Context
250,000 new Facebook Pages were being created every day. 60% churned in the first week. The Advertiser Success Center was sorted by skill tier, not by the questions advertisers were actually trying to answer.
This restructuring happened alongside Facebook’s rebrand to Meta, which reduced the company color palette from 90 colors to 6. Any navigation pattern that had been leaning on color now had to work without it.
What the old hub was doing wrong
Content on the primary hub page shifted before users could review it, so advertisers couldn’t tell what had changed between visits. On sub-pages, color use was purely aesthetic: no relationship between a color and the content it wrapped. Each sub-page had a different hierarchy, so learning one page didn’t help you navigate the next.
The audit turned up the structural problem underneath all of those symptoms. The old hub sorted content by who was reading it (Beginner, Intermediate, Pro) rather than by what that person was trying to do.

The category shift
The main move was to replace the skill tiers with categories that matched how advertisers actually think about their work: Ad Auction, Ad Objective, Audience, Budget, and so on.
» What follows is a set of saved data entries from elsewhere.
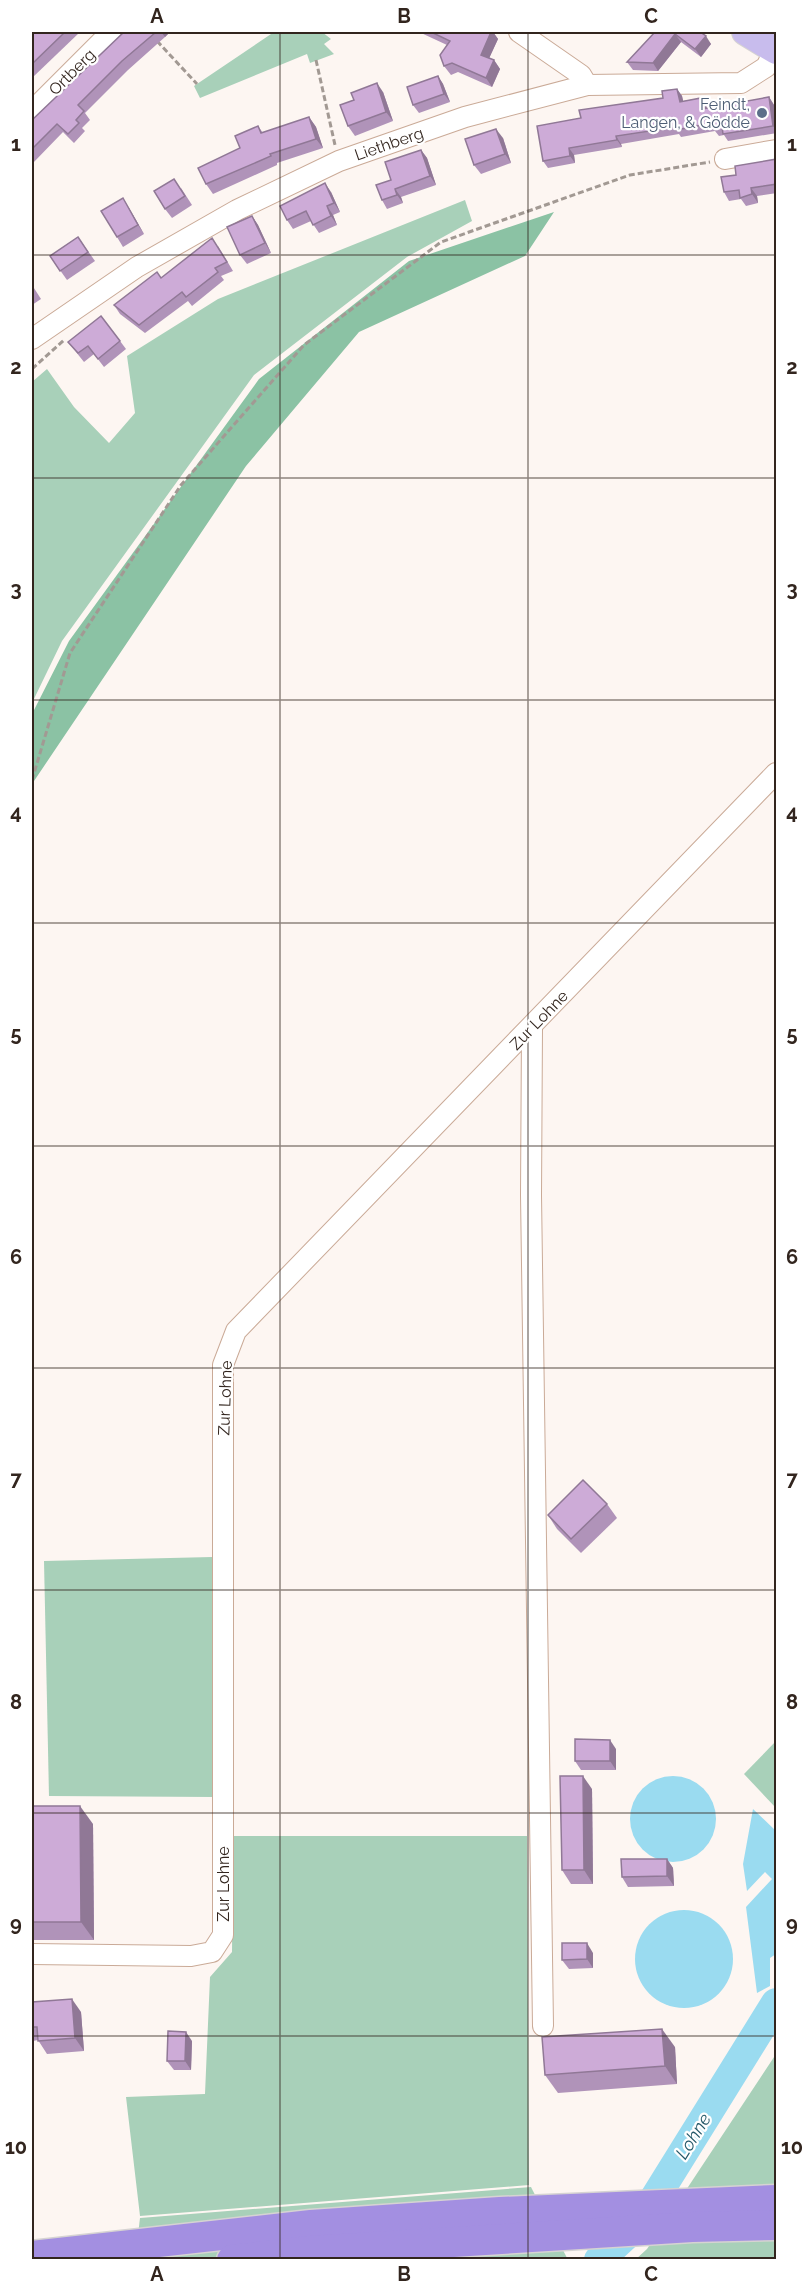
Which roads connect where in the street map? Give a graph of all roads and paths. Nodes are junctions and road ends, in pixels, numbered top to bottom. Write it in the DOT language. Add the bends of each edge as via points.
graph roads {
  1 [pos="111,32"];
  2 [pos="519,32"];
  3 [pos="745,32"];
  4 [pos="156,40"];
  5 [pos="776,50"];
  6 [pos="316,60"];
  7 [pos="197,84"];
  8 [pos="587,84"];
  9 [pos="32,111"];
  10 [pos="336,150"];
  11 [pos="777,150"];
  12 [pos="725,159"];
  13 [pos="32,339"];
  14 [pos="777,773"];
  15 [pos="32,780"];
  16 [pos="532,1028"];
  17 [pos="32,1954"];
  18 [pos="543,2026"];
  19 [pos="777,2200"];
  20 [pos="777,2225"];
  21 [pos="32,2256"];
  22 [pos="232,2259"];
  1 -- 9 [label="street, Ortberg"];
  2 -- 8 [label="street" via="581,75"];
  3 -- 5 [label="main road"];
  4 -- 7 [label="path"];
  5 -- 8 [label="street, Liethberg" via="766,67 741,82"];
  6 -- 10 [label="path"];
  8 -- 13 [label="street, Liethberg" via="465,117 339,161 227,215 137,267"];
  11 -- 12 [label="street"];
  12 -- 15 [label="path" via="630,175 441,242 304,345 181,485 70,653"];
  14 -- 16 [label="street, Zur Lohne"];
  16 -- 17 [label="street, Zur Lohne" via="236,1331 228,1350 223,1365 223,1935 212,1952 191,1956"];
  16 -- 18 [label="street"];
  19 -- 21 [label="highway" via="311,2225"];
  20 -- 22 [label="highway" via="644,2230"];
}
Same content, reorganized around the user’s question instead of the platform’s taxonomy.
On sub-pages, hero images were removed and replaced with wayfinding organized into sections, optimized for mobile. Real-life examples and product UI elements replaced the decorative imagery.


Navigating without color
With the Meta palette down to six colors, the old approach (one color per sub-page, no functional meaning) wasn’t available anyway. The new system used typographic hierarchy, section structure, and consistent layout to carry the wayfinding load. Color could come back later as a secondary cue rather than the primary one.

Launch
The transition to the Meta brand wasn’t fully documented at the launch of the Advertiser Success Center. Some elements, like the header graphics, had to be built from whatever was available (in this case, patterns of icons). The final design later picked up the Meta gradient and pattern system as those became official.


What I took from it
The skill-tier structure was the kind of IA decision that flatters the platform (we have Beginner, Intermediate, and Pro content) but doesn’t serve the advertiser (I just need to figure out my budget). Replacing it wasn’t glamorous. It was a better map of the territory. That, plus navigation that didn’t lean on color, gave the hub a chance to hold up through future content additions without another full redesign.